*** Block opens ***

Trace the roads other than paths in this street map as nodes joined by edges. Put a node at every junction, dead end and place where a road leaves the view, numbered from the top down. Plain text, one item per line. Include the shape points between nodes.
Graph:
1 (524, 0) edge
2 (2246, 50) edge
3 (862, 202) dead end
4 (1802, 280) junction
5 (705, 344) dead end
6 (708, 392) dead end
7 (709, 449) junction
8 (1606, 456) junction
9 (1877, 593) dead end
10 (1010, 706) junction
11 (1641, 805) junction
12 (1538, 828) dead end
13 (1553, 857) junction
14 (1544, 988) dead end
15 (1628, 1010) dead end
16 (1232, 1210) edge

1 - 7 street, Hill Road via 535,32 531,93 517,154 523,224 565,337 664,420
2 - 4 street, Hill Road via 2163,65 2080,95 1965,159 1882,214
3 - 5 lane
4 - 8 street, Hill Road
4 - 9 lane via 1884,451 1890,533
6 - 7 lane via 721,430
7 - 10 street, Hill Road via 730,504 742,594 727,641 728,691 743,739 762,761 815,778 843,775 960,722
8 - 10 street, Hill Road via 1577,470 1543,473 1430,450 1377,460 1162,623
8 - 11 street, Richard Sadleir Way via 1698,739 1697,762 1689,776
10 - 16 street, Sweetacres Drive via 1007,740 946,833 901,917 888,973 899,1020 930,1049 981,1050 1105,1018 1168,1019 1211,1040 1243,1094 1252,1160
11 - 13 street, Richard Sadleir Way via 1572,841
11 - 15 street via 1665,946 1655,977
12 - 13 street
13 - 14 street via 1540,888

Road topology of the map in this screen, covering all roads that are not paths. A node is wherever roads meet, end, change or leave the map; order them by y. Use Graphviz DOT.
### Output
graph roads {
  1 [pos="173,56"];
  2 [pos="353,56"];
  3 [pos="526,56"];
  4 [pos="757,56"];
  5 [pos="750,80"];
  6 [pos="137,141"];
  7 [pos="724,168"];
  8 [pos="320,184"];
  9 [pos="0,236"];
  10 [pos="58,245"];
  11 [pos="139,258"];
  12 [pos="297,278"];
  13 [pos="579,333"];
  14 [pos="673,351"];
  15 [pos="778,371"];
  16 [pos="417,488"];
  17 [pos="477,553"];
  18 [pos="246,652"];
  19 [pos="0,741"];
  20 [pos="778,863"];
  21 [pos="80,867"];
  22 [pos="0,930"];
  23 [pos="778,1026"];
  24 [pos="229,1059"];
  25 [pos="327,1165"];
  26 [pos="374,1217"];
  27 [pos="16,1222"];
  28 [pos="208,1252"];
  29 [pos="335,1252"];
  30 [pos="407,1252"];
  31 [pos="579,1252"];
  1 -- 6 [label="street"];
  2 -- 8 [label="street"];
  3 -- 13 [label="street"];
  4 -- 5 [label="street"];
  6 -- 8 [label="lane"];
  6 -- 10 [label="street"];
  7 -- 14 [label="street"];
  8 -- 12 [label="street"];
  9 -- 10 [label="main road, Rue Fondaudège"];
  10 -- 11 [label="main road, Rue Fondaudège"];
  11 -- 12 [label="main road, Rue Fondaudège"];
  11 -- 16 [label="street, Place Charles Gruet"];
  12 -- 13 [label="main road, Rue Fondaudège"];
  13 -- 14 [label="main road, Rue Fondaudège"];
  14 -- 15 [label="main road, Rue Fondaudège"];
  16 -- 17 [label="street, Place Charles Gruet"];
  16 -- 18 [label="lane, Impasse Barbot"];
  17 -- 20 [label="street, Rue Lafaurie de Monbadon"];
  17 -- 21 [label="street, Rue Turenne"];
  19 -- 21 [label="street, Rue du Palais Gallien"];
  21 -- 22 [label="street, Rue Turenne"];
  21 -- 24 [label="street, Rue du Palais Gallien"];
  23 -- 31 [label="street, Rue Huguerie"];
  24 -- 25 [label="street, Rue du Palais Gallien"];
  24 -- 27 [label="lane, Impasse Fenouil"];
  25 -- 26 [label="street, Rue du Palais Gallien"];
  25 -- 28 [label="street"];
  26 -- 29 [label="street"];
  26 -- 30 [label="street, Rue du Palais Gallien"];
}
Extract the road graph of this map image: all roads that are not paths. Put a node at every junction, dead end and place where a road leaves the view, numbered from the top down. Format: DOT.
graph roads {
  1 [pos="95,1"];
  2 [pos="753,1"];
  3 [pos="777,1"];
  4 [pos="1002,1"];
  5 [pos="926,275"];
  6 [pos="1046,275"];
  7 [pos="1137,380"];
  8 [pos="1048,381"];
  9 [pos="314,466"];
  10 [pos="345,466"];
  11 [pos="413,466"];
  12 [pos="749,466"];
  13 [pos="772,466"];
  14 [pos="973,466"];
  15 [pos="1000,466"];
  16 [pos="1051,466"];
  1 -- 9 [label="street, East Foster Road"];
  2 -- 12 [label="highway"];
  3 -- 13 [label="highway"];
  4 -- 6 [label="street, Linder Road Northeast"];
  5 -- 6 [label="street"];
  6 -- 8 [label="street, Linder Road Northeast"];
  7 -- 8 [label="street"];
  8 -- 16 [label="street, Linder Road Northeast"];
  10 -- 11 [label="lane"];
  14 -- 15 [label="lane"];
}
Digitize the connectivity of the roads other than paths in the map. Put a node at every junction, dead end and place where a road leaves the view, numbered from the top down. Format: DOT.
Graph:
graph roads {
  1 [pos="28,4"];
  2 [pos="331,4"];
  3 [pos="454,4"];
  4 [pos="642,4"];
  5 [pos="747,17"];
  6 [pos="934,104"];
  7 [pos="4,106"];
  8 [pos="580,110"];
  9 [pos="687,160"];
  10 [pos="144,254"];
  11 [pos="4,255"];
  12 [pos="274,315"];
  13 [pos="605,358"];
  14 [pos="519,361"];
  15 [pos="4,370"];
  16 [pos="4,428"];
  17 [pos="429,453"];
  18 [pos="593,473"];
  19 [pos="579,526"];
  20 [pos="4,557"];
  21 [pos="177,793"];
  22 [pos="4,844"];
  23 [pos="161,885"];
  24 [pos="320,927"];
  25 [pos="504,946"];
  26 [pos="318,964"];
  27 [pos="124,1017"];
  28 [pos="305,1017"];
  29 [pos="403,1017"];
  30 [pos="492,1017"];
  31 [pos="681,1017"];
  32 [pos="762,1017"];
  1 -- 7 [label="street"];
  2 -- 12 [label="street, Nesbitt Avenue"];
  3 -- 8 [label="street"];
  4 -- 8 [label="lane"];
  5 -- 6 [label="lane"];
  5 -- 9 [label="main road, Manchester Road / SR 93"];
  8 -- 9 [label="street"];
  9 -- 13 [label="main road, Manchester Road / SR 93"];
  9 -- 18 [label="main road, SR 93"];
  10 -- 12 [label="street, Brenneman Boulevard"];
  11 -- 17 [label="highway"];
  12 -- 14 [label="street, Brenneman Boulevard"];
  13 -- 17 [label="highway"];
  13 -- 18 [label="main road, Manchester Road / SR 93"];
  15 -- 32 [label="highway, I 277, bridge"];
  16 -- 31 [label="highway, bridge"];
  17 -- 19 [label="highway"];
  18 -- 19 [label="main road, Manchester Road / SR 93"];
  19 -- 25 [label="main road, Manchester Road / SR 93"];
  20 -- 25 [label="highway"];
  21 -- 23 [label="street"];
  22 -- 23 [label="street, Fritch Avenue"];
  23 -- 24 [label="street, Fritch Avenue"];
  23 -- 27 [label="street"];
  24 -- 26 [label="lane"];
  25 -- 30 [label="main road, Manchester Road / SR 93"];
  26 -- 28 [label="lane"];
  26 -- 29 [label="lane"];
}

*** Block closes ***

## BRIEF
Look through the data above. Find each line with the string "Turenne" and copy it.

## ANSWER SECTION
  17 -- 21 [label="street, Rue Turenne"];
  21 -- 22 [label="street, Rue Turenne"];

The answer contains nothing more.